* ABOUT THIS TASK:
Your answer should be one number, namely how many lines in the listing below include the word "dead".

* DATA PROVIDED:
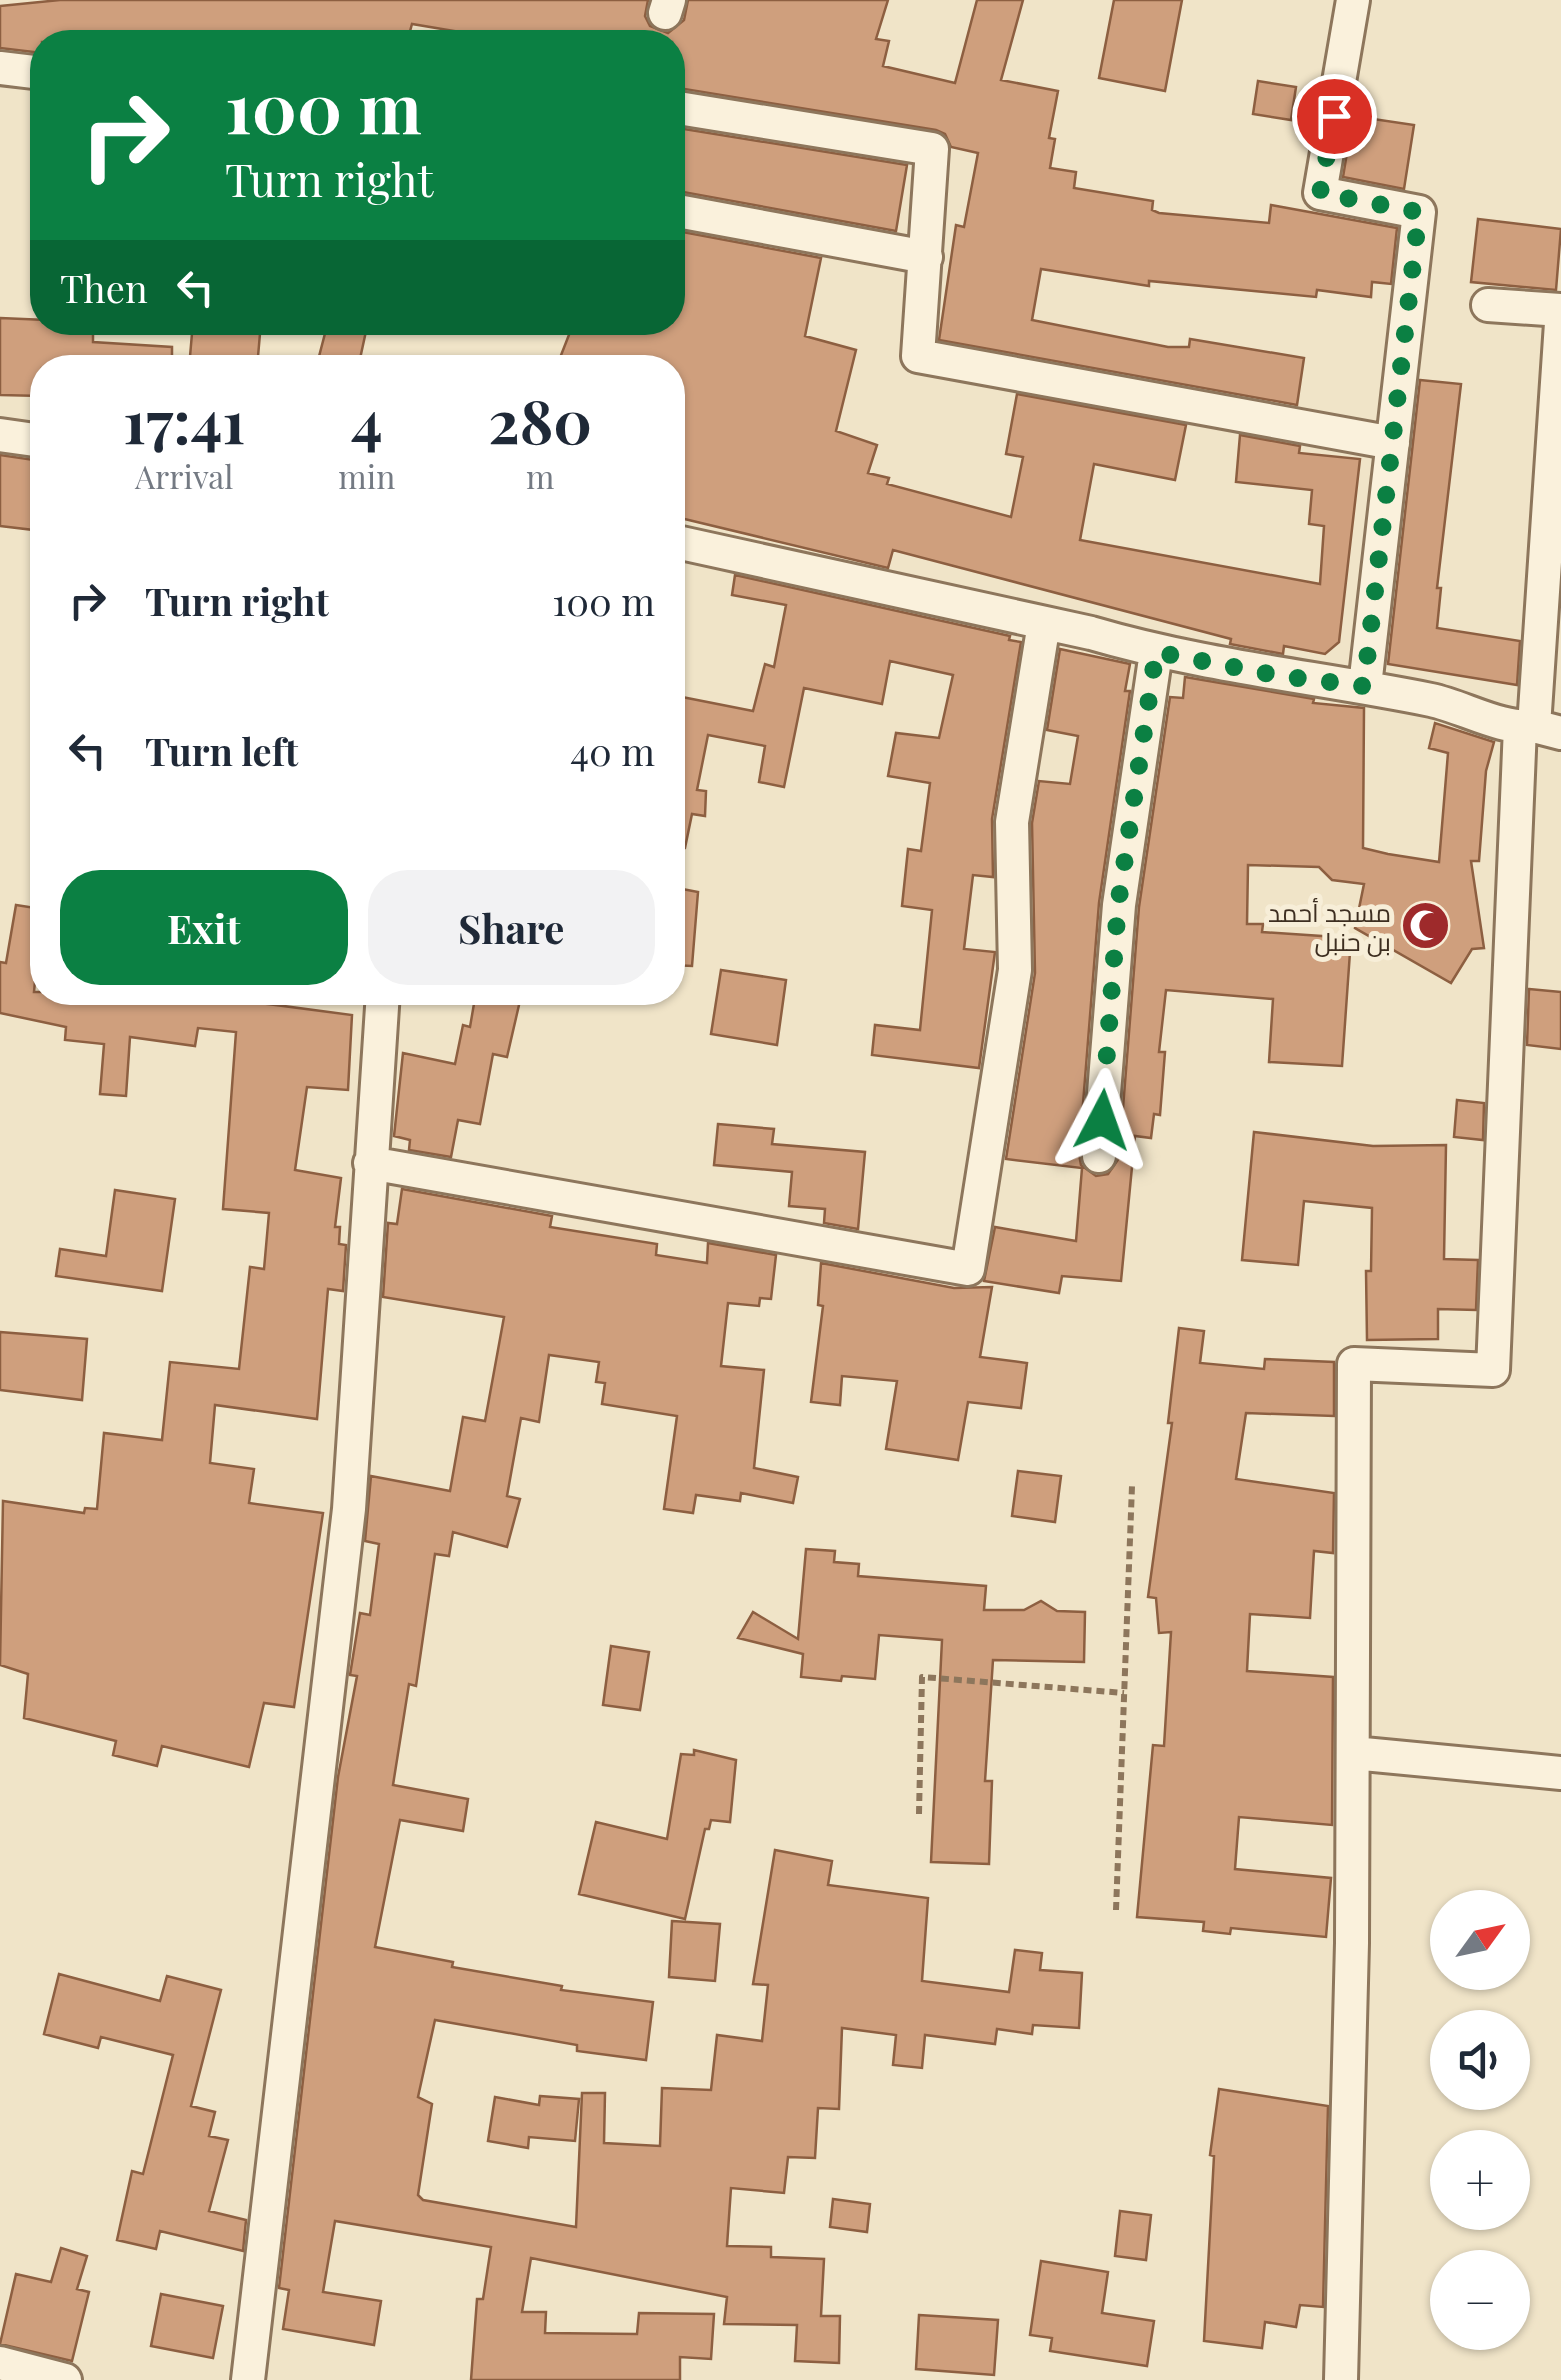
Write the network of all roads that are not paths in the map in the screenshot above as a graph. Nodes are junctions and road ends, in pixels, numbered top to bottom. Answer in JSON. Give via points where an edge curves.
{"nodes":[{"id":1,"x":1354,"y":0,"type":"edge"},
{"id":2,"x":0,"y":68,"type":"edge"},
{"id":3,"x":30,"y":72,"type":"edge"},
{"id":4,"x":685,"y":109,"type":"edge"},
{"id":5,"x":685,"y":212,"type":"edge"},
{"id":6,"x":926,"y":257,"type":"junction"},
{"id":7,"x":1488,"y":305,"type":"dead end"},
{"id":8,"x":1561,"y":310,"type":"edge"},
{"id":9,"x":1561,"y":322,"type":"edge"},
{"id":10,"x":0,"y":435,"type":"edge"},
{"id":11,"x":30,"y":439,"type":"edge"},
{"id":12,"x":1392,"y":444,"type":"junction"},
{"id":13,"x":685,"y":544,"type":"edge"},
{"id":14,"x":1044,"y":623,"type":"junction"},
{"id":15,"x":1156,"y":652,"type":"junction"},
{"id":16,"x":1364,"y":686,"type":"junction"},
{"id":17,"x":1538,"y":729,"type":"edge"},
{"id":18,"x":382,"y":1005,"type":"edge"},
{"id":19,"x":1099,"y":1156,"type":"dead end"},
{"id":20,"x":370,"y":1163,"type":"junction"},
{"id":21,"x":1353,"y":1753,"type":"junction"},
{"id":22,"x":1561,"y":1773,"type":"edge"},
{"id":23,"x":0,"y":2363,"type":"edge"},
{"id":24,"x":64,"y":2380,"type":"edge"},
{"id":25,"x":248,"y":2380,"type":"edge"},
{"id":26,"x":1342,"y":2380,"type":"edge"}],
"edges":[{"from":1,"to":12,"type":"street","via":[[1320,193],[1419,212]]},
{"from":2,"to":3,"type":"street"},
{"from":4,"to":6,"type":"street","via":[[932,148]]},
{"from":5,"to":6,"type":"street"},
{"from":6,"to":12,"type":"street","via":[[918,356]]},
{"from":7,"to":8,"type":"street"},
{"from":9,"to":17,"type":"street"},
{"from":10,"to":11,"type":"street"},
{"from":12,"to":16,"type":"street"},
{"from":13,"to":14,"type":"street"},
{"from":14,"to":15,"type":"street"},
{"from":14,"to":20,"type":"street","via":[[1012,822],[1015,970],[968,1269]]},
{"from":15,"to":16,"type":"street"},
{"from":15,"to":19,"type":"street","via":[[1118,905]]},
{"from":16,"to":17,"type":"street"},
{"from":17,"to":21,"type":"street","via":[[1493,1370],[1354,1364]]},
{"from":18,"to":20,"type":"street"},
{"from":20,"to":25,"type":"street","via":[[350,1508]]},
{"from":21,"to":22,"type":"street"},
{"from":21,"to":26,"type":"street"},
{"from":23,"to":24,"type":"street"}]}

* EXPECTED ANSWER:
2